* _Directions for this task_:
I'd like every line from the material below that has "dead" in it.
** Entries shown follows **
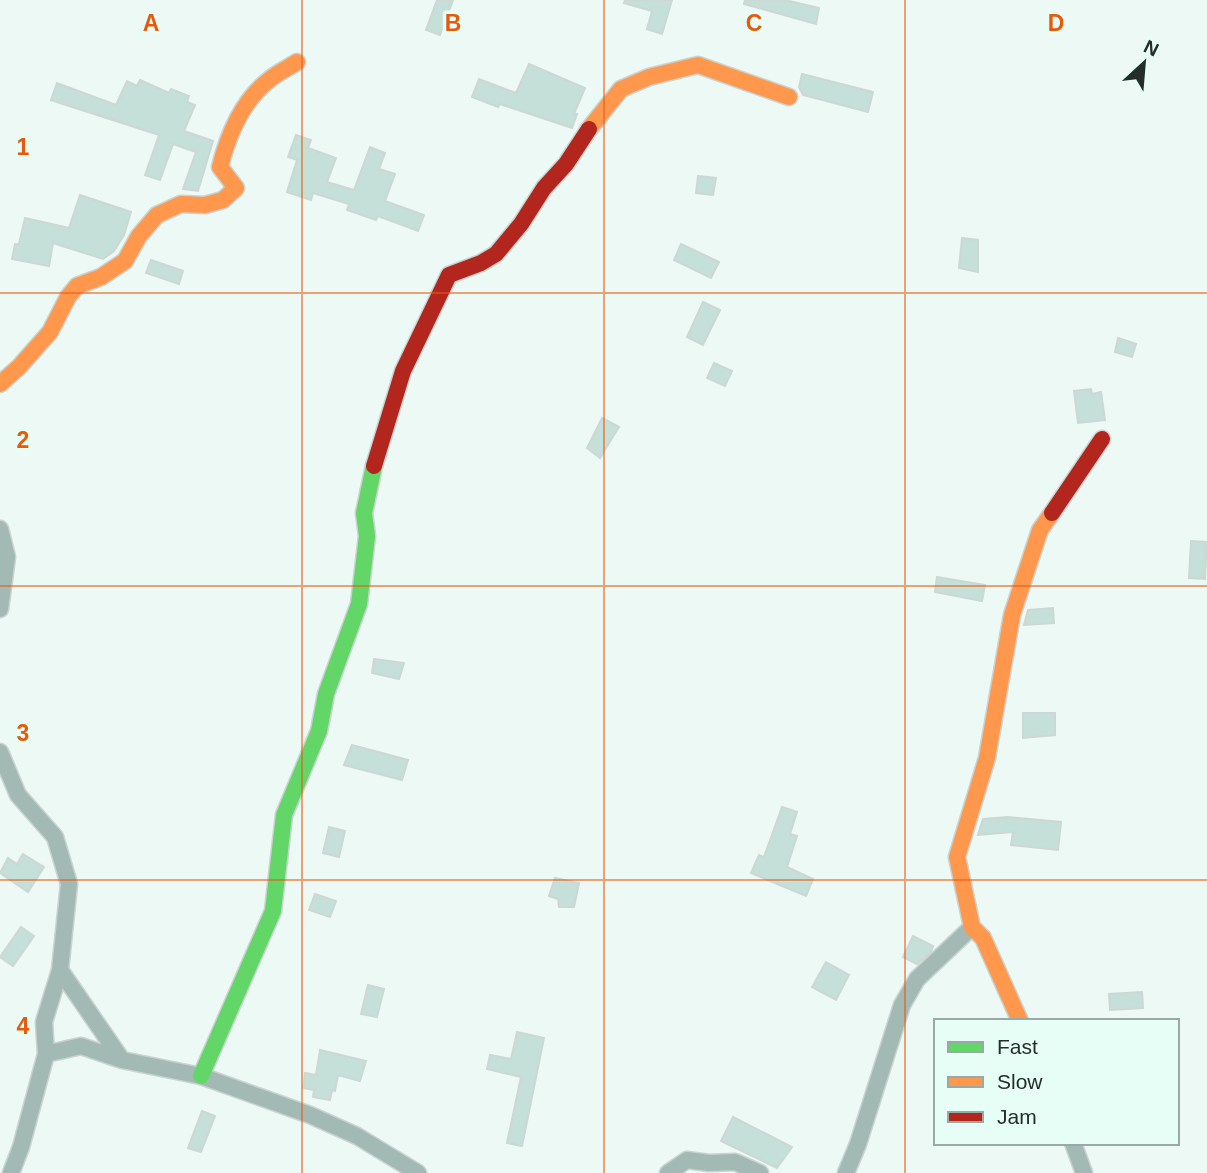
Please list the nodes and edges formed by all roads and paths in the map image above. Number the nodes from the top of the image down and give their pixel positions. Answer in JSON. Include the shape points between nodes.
{"nodes":[{"id":1,"x":297,"y":62,"type":"dead end"},
{"id":2,"x":789,"y":97,"type":"dead end"},
{"id":3,"x":0,"y":384,"type":"edge"},
{"id":4,"x":1102,"y":439,"type":"dead end"},
{"id":5,"x":0,"y":529,"type":"edge"},
{"id":6,"x":0,"y":609,"type":"edge"},
{"id":7,"x":0,"y":752,"type":"edge"},
{"id":8,"x":972,"y":927,"type":"junction"},
{"id":9,"x":60,"y":970,"type":"junction"},
{"id":10,"x":1019,"y":1019,"type":"edge"},
{"id":11,"x":46,"y":1054,"type":"junction"},
{"id":12,"x":122,"y":1060,"type":"junction"},
{"id":13,"x":201,"y":1076,"type":"junction"},
{"id":14,"x":1074,"y":1145,"type":"edge"},
{"id":15,"x":11,"y":1173,"type":"edge"},
{"id":16,"x":418,"y":1173,"type":"edge"},
{"id":17,"x":668,"y":1173,"type":"edge"},
{"id":18,"x":760,"y":1173,"type":"edge"},
{"id":19,"x":846,"y":1173,"type":"edge"},
{"id":20,"x":1084,"y":1173,"type":"edge"}],
"edges":[{"from":1,"to":3,"type":"street","via":[[266,82],[240,112],[220,167],[236,188],[223,201],[181,204],[157,215],[125,261],[77,286],[50,331]]},
{"from":2,"to":13,"type":"street","via":[[698,65],[621,89],[496,254],[449,275],[403,371],[375,460],[365,503],[367,536],[359,604],[326,694],[319,731],[287,808],[273,911]]},
{"from":4,"to":8,"type":"street","via":[[1040,530],[1012,615],[988,758],[957,857]]},
{"from":5,"to":6,"type":"street","via":[[7,556]]},
{"from":7,"to":9,"type":"street","via":[[19,795],[55,837],[69,884]]},
{"from":8,"to":10,"type":"street","via":[[983,938]]},
{"from":8,"to":19,"type":"street","via":[[917,979],[902,1004]]},
{"from":9,"to":11,"type":"street","via":[[44,1022]]},
{"from":9,"to":12,"type":"street"},
{"from":11,"to":12,"type":"street","via":[[81,1046]]},
{"from":11,"to":15,"type":"street"},
{"from":12,"to":13,"type":"street"},
{"from":13,"to":16,"type":"street","via":[[357,1136]]},
{"from":14,"to":20,"type":"street"},
{"from":17,"to":18,"type":"street","via":[[687,1160],[735,1162]]}]}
** End of Entries shown **
* _Your response_:
{"nodes":[{"id":1,"x":297,"y":62,"type":"dead end"},
{"id":2,"x":789,"y":97,"type":"dead end"},
{"id":4,"x":1102,"y":439,"type":"dead end"},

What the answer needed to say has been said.